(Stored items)
-- Opening Marker --

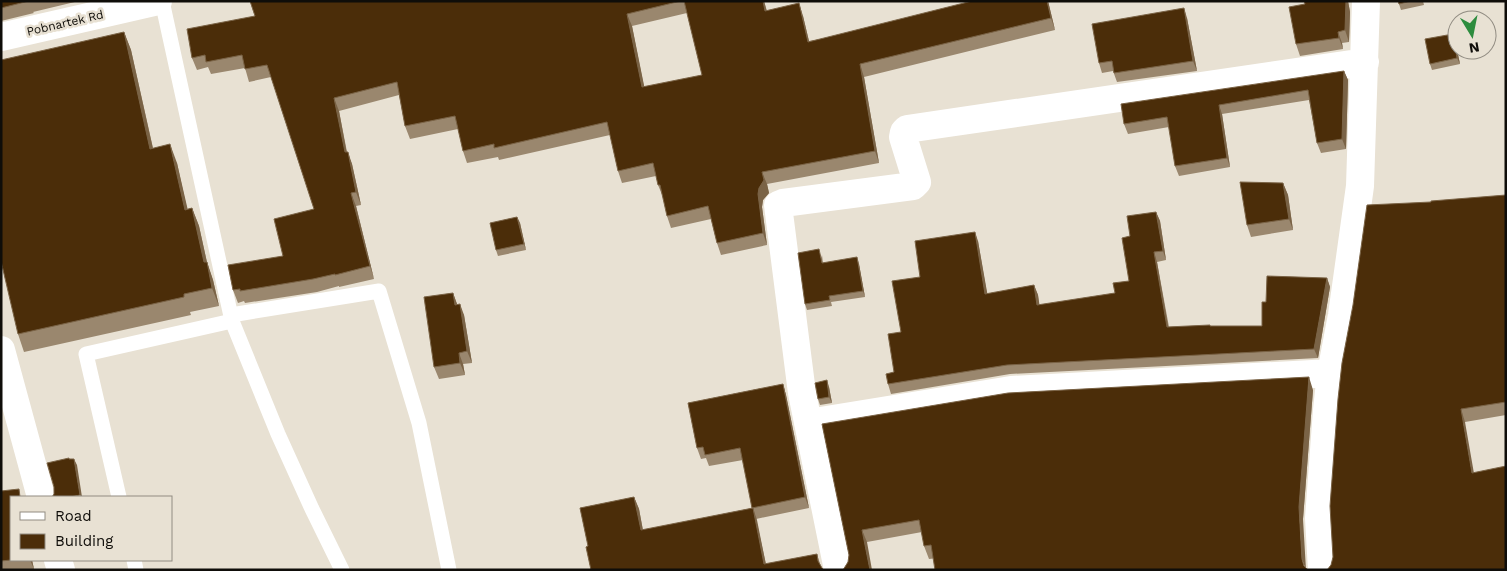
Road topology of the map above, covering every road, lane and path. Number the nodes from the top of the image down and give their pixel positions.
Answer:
1 (158, 1) edge
2 (162, 1) edge
3 (1366, 1) edge
4 (1, 37) edge
5 (1364, 62) junction
6 (231, 318) junction
7 (1, 350) edge
8 (1331, 373) junction
9 (808, 423) junction
10 (41, 496) edge
11 (119, 496) edge
12 (342, 570) edge
13 (449, 570) edge
14 (838, 570) edge
15 (1322, 570) edge

1 - 4 street, Pobnartek Rd
2 - 6 lane
3 - 5 street
5 - 8 street
5 - 9 street
6 - 11 lane
6 - 12 lane
6 - 13 lane
7 - 10 street
8 - 9 street
8 - 15 street
9 - 14 street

-- Closing Marker --

AIM OF THE TASK: Print every entry exactly; omit the pictures.

ANSWER TO THE PROBLEM:
Road topology of the map above, covering every road, lane and path. Number the nodes from the top of the image down and give their pixel positions.
Answer:
1 (158, 1) edge
2 (162, 1) edge
3 (1366, 1) edge
4 (1, 37) edge
5 (1364, 62) junction
6 (231, 318) junction
7 (1, 350) edge
8 (1331, 373) junction
9 (808, 423) junction
10 (41, 496) edge
11 (119, 496) edge
12 (342, 570) edge
13 (449, 570) edge
14 (838, 570) edge
15 (1322, 570) edge

1 - 4 street, Pobnartek Rd
2 - 6 lane
3 - 5 street
5 - 8 street
5 - 9 street
6 - 11 lane
6 - 12 lane
6 - 13 lane
7 - 10 street
8 - 9 street
8 - 15 street
9 - 14 street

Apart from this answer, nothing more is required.